TASK INSTRUCTIONS:
What you output should match the data below exactly.

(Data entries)

-- Opening Marker --

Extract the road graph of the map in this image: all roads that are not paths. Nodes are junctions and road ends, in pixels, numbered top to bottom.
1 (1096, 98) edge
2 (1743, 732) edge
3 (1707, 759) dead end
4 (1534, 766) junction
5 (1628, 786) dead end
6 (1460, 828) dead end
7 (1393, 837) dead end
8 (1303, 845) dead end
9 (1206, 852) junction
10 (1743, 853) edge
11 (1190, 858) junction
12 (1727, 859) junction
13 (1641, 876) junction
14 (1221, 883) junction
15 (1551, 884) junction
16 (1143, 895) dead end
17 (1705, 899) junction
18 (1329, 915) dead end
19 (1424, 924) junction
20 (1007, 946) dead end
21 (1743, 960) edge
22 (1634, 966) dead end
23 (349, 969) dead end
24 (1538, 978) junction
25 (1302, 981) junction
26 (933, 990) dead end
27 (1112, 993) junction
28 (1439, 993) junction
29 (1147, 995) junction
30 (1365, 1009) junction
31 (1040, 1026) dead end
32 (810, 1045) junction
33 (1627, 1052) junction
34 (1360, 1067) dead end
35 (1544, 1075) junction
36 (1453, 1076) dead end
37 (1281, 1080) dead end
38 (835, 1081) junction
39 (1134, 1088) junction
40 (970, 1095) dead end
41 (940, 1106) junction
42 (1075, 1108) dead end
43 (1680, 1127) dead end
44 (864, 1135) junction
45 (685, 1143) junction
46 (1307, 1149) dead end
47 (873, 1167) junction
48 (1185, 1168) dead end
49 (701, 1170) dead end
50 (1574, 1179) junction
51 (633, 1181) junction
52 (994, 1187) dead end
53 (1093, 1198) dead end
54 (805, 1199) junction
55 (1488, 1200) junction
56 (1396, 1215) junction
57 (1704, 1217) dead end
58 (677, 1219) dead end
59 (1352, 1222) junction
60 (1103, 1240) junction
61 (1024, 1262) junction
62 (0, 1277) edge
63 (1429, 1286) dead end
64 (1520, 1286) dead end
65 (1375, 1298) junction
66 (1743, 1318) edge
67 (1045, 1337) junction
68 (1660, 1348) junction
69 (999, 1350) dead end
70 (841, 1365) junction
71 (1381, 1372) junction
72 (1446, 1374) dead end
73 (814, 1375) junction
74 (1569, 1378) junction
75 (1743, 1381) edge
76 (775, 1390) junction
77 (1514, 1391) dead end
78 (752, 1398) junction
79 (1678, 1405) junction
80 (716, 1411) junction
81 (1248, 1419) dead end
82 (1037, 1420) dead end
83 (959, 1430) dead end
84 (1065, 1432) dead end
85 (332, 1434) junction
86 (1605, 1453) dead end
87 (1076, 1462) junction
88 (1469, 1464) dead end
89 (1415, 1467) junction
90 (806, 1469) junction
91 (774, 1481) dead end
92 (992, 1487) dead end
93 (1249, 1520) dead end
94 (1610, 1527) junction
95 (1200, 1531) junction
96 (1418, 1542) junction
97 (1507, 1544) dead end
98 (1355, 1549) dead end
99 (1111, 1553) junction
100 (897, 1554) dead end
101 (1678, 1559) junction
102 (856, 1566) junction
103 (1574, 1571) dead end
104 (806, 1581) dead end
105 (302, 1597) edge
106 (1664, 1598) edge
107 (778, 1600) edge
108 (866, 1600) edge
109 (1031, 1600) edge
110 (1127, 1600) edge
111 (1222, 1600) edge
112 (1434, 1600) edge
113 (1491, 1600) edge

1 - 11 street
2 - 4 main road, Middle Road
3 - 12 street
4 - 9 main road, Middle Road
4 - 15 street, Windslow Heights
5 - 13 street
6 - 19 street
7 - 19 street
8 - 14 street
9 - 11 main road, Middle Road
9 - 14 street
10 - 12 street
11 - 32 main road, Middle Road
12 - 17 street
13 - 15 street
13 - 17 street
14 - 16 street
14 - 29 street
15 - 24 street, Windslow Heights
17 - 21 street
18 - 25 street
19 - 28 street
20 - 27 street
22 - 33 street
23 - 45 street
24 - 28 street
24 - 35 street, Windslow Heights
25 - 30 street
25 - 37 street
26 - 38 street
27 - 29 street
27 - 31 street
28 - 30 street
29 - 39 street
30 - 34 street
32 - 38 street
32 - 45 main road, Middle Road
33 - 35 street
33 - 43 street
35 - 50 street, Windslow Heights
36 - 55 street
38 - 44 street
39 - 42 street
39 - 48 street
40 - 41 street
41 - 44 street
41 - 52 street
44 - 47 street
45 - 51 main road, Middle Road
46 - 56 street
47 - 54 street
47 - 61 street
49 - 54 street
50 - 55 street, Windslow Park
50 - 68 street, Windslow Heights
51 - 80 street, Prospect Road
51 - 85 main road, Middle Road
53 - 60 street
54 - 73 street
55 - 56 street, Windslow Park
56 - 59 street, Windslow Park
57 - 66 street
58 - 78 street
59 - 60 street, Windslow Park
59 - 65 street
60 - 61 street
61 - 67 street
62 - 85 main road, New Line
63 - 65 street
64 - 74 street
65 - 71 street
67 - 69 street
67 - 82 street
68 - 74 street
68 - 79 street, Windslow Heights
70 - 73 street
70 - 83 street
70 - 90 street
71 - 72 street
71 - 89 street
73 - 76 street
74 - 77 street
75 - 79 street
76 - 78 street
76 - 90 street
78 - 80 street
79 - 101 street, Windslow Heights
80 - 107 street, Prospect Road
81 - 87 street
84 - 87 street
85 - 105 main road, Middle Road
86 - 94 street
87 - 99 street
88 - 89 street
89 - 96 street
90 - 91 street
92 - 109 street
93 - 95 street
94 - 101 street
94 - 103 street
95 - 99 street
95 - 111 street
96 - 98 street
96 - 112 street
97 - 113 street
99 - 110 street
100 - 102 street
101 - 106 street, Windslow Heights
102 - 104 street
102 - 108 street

-- Closing Marker --

SOLUTION TO THIS EXERCISE:
Extract the road graph of the map in this image: all roads that are not paths. Nodes are junctions and road ends, in pixels, numbered top to bottom.
1 (1096, 98) edge
2 (1743, 732) edge
3 (1707, 759) dead end
4 (1534, 766) junction
5 (1628, 786) dead end
6 (1460, 828) dead end
7 (1393, 837) dead end
8 (1303, 845) dead end
9 (1206, 852) junction
10 (1743, 853) edge
11 (1190, 858) junction
12 (1727, 859) junction
13 (1641, 876) junction
14 (1221, 883) junction
15 (1551, 884) junction
16 (1143, 895) dead end
17 (1705, 899) junction
18 (1329, 915) dead end
19 (1424, 924) junction
20 (1007, 946) dead end
21 (1743, 960) edge
22 (1634, 966) dead end
23 (349, 969) dead end
24 (1538, 978) junction
25 (1302, 981) junction
26 (933, 990) dead end
27 (1112, 993) junction
28 (1439, 993) junction
29 (1147, 995) junction
30 (1365, 1009) junction
31 (1040, 1026) dead end
32 (810, 1045) junction
33 (1627, 1052) junction
34 (1360, 1067) dead end
35 (1544, 1075) junction
36 (1453, 1076) dead end
37 (1281, 1080) dead end
38 (835, 1081) junction
39 (1134, 1088) junction
40 (970, 1095) dead end
41 (940, 1106) junction
42 (1075, 1108) dead end
43 (1680, 1127) dead end
44 (864, 1135) junction
45 (685, 1143) junction
46 (1307, 1149) dead end
47 (873, 1167) junction
48 (1185, 1168) dead end
49 (701, 1170) dead end
50 (1574, 1179) junction
51 (633, 1181) junction
52 (994, 1187) dead end
53 (1093, 1198) dead end
54 (805, 1199) junction
55 (1488, 1200) junction
56 (1396, 1215) junction
57 (1704, 1217) dead end
58 (677, 1219) dead end
59 (1352, 1222) junction
60 (1103, 1240) junction
61 (1024, 1262) junction
62 (0, 1277) edge
63 (1429, 1286) dead end
64 (1520, 1286) dead end
65 (1375, 1298) junction
66 (1743, 1318) edge
67 (1045, 1337) junction
68 (1660, 1348) junction
69 (999, 1350) dead end
70 (841, 1365) junction
71 (1381, 1372) junction
72 (1446, 1374) dead end
73 (814, 1375) junction
74 (1569, 1378) junction
75 (1743, 1381) edge
76 (775, 1390) junction
77 (1514, 1391) dead end
78 (752, 1398) junction
79 (1678, 1405) junction
80 (716, 1411) junction
81 (1248, 1419) dead end
82 (1037, 1420) dead end
83 (959, 1430) dead end
84 (1065, 1432) dead end
85 (332, 1434) junction
86 (1605, 1453) dead end
87 (1076, 1462) junction
88 (1469, 1464) dead end
89 (1415, 1467) junction
90 (806, 1469) junction
91 (774, 1481) dead end
92 (992, 1487) dead end
93 (1249, 1520) dead end
94 (1610, 1527) junction
95 (1200, 1531) junction
96 (1418, 1542) junction
97 (1507, 1544) dead end
98 (1355, 1549) dead end
99 (1111, 1553) junction
100 (897, 1554) dead end
101 (1678, 1559) junction
102 (856, 1566) junction
103 (1574, 1571) dead end
104 (806, 1581) dead end
105 (302, 1597) edge
106 (1664, 1598) edge
107 (778, 1600) edge
108 (866, 1600) edge
109 (1031, 1600) edge
110 (1127, 1600) edge
111 (1222, 1600) edge
112 (1434, 1600) edge
113 (1491, 1600) edge

1 - 11 street
2 - 4 main road, Middle Road
3 - 12 street
4 - 9 main road, Middle Road
4 - 15 street, Windslow Heights
5 - 13 street
6 - 19 street
7 - 19 street
8 - 14 street
9 - 11 main road, Middle Road
9 - 14 street
10 - 12 street
11 - 32 main road, Middle Road
12 - 17 street
13 - 15 street
13 - 17 street
14 - 16 street
14 - 29 street
15 - 24 street, Windslow Heights
17 - 21 street
18 - 25 street
19 - 28 street
20 - 27 street
22 - 33 street
23 - 45 street
24 - 28 street
24 - 35 street, Windslow Heights
25 - 30 street
25 - 37 street
26 - 38 street
27 - 29 street
27 - 31 street
28 - 30 street
29 - 39 street
30 - 34 street
32 - 38 street
32 - 45 main road, Middle Road
33 - 35 street
33 - 43 street
35 - 50 street, Windslow Heights
36 - 55 street
38 - 44 street
39 - 42 street
39 - 48 street
40 - 41 street
41 - 44 street
41 - 52 street
44 - 47 street
45 - 51 main road, Middle Road
46 - 56 street
47 - 54 street
47 - 61 street
49 - 54 street
50 - 55 street, Windslow Park
50 - 68 street, Windslow Heights
51 - 80 street, Prospect Road
51 - 85 main road, Middle Road
53 - 60 street
54 - 73 street
55 - 56 street, Windslow Park
56 - 59 street, Windslow Park
57 - 66 street
58 - 78 street
59 - 60 street, Windslow Park
59 - 65 street
60 - 61 street
61 - 67 street
62 - 85 main road, New Line
63 - 65 street
64 - 74 street
65 - 71 street
67 - 69 street
67 - 82 street
68 - 74 street
68 - 79 street, Windslow Heights
70 - 73 street
70 - 83 street
70 - 90 street
71 - 72 street
71 - 89 street
73 - 76 street
74 - 77 street
75 - 79 street
76 - 78 street
76 - 90 street
78 - 80 street
79 - 101 street, Windslow Heights
80 - 107 street, Prospect Road
81 - 87 street
84 - 87 street
85 - 105 main road, Middle Road
86 - 94 street
87 - 99 street
88 - 89 street
89 - 96 street
90 - 91 street
92 - 109 street
93 - 95 street
94 - 101 street
94 - 103 street
95 - 99 street
95 - 111 street
96 - 98 street
96 - 112 street
97 - 113 street
99 - 110 street
100 - 102 street
101 - 106 street, Windslow Heights
102 - 104 street
102 - 108 street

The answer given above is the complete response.